(Collected data)
====
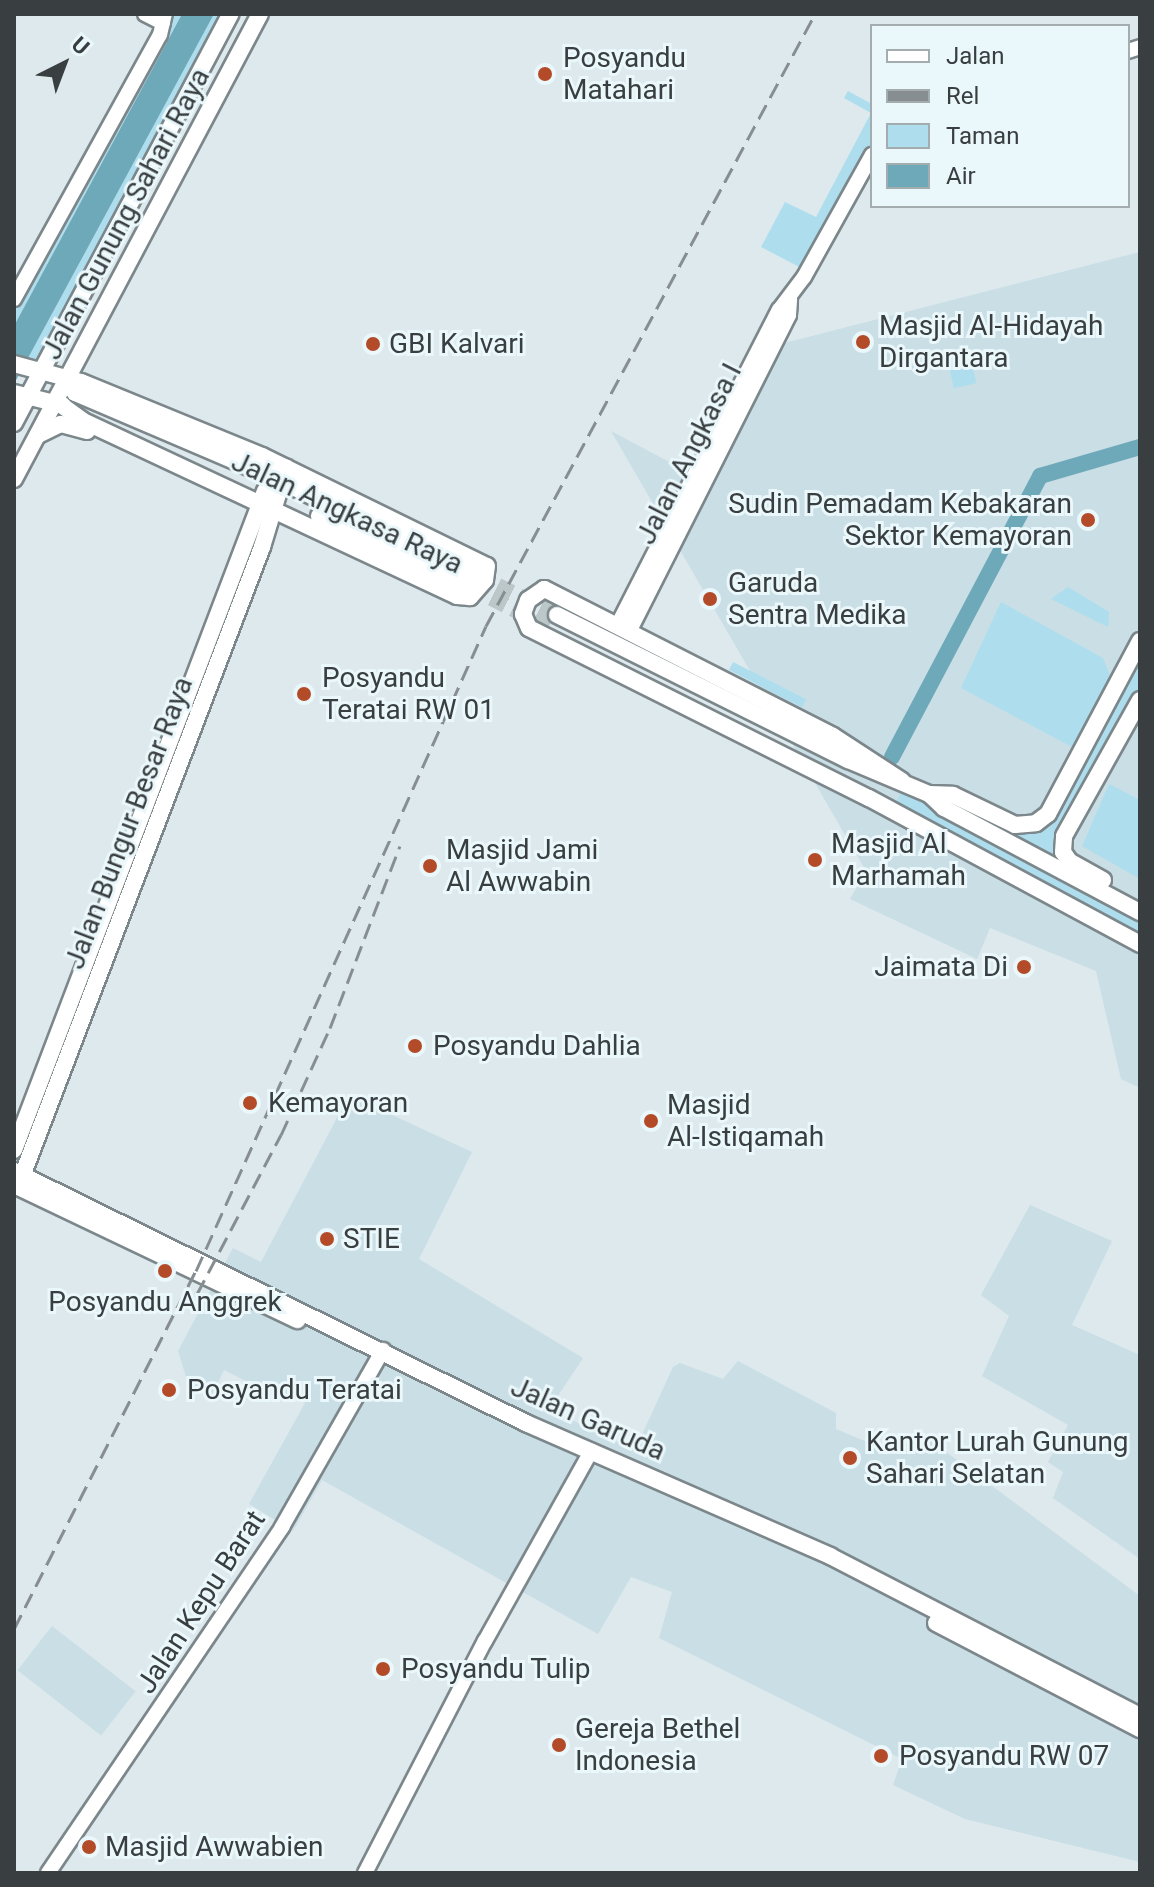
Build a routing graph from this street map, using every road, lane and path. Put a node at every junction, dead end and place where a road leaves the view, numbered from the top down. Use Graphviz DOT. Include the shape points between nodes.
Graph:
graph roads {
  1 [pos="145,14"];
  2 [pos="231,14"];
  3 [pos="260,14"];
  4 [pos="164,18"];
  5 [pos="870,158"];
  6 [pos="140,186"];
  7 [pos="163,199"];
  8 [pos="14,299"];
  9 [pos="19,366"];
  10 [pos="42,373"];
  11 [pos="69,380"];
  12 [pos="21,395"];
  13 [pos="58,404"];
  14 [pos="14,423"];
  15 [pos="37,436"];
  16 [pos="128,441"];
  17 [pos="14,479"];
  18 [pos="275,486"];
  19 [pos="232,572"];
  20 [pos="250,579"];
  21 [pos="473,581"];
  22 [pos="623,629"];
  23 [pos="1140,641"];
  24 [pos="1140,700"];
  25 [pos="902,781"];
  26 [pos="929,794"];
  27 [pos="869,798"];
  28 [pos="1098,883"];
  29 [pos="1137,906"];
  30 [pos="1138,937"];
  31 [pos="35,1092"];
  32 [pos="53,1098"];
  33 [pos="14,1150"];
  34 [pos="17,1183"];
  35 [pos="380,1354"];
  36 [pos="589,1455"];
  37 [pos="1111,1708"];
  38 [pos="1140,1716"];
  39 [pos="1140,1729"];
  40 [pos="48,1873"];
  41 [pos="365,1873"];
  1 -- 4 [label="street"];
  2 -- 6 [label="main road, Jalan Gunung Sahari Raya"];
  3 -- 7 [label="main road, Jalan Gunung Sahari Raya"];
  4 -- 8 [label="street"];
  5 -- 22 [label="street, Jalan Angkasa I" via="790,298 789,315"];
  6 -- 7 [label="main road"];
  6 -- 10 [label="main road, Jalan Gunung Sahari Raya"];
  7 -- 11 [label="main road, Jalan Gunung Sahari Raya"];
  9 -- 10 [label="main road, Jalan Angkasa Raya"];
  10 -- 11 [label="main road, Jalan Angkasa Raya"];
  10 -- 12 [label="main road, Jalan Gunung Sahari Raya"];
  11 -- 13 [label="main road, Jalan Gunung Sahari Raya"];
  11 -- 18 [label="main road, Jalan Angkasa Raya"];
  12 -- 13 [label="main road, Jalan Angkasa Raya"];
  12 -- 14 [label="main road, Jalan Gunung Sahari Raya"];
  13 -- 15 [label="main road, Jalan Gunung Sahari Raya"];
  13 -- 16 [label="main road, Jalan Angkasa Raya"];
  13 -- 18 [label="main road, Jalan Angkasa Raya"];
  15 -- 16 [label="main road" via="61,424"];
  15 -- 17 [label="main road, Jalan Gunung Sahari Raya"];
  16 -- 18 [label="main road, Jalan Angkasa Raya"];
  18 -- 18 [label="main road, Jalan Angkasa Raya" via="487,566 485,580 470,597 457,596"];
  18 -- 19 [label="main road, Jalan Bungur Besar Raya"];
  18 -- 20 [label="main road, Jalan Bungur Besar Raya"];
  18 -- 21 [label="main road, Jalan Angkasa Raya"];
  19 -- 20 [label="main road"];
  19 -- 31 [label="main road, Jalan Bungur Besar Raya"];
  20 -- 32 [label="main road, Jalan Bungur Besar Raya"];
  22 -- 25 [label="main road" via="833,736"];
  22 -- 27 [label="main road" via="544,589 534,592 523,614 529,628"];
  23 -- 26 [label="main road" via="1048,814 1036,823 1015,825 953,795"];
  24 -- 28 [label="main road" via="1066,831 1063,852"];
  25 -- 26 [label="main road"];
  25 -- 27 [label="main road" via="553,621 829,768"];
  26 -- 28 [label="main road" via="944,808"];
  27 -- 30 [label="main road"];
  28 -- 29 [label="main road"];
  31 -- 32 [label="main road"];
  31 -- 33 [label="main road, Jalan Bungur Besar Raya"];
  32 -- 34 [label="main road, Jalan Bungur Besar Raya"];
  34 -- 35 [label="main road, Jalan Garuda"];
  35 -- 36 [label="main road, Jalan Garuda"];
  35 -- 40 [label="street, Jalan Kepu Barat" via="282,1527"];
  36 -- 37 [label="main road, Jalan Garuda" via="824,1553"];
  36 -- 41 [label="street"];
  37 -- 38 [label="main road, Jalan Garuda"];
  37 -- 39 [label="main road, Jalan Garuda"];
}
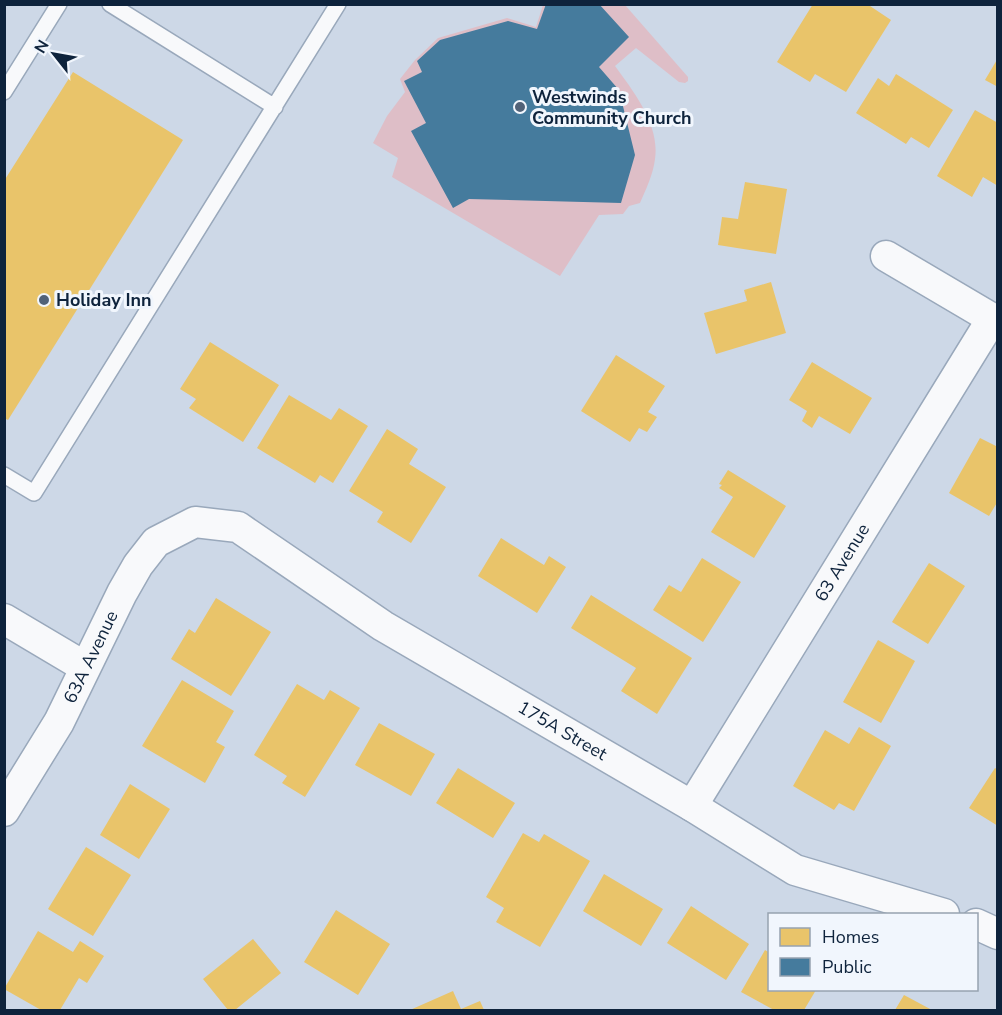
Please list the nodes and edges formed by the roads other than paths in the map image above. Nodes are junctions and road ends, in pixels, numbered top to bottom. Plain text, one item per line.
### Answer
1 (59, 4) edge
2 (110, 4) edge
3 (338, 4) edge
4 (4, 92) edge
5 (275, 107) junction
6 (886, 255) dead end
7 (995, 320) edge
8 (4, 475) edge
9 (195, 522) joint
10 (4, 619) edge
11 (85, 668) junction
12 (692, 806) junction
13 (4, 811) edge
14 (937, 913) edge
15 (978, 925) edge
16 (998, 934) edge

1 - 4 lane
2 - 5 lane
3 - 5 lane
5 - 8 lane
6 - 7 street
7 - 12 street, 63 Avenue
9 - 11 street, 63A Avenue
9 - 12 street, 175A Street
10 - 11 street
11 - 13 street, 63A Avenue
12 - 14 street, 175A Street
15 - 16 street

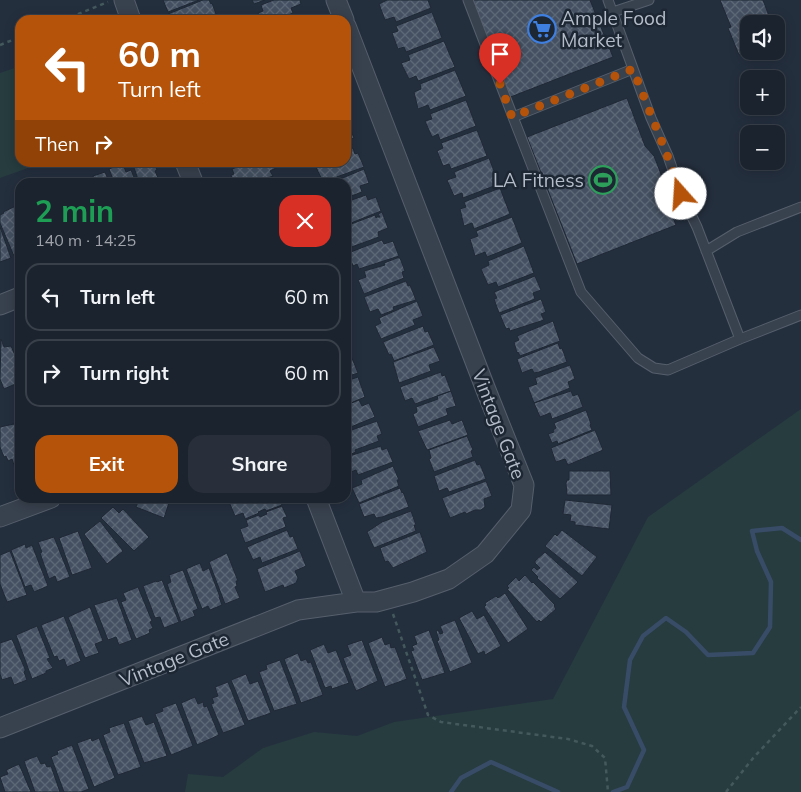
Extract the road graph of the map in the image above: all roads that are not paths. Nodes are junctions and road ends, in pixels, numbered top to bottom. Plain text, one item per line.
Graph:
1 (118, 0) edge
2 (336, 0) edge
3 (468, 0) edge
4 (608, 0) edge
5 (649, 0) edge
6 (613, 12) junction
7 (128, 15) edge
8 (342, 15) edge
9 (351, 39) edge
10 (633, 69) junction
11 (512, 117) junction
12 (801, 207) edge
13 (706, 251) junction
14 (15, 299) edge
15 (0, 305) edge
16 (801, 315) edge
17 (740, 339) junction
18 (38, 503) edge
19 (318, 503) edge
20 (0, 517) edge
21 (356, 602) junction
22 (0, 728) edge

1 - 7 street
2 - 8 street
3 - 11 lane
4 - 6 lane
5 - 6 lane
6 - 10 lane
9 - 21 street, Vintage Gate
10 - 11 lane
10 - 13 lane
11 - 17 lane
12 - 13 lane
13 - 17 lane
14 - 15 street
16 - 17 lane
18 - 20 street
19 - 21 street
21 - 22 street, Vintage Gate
====
Assigned task:
Output only the lines above from the one containing "Please list the" to the one containing "Extract the road", both included, exactly as written and with no pictures.

Output below:
Please list the nodes and edges formed by the roads other than paths in the map image above. Nodes are junctions and road ends, in pixels, numbered top to bottom. Plain text, one item per line.
### Answer
1 (59, 4) edge
2 (110, 4) edge
3 (338, 4) edge
4 (4, 92) edge
5 (275, 107) junction
6 (886, 255) dead end
7 (995, 320) edge
8 (4, 475) edge
9 (195, 522) joint
10 (4, 619) edge
11 (85, 668) junction
12 (692, 806) junction
13 (4, 811) edge
14 (937, 913) edge
15 (978, 925) edge
16 (998, 934) edge

1 - 4 lane
2 - 5 lane
3 - 5 lane
5 - 8 lane
6 - 7 street
7 - 12 street, 63 Avenue
9 - 11 street, 63A Avenue
9 - 12 street, 175A Street
10 - 11 street
11 - 13 street, 63A Avenue
12 - 14 street, 175A Street
15 - 16 street

Extract the road graph of the map in the image above: all roads that are not paths. Nodes are junctions and road ends, in pixels, numbered top to bottom. Plain text, one item per line.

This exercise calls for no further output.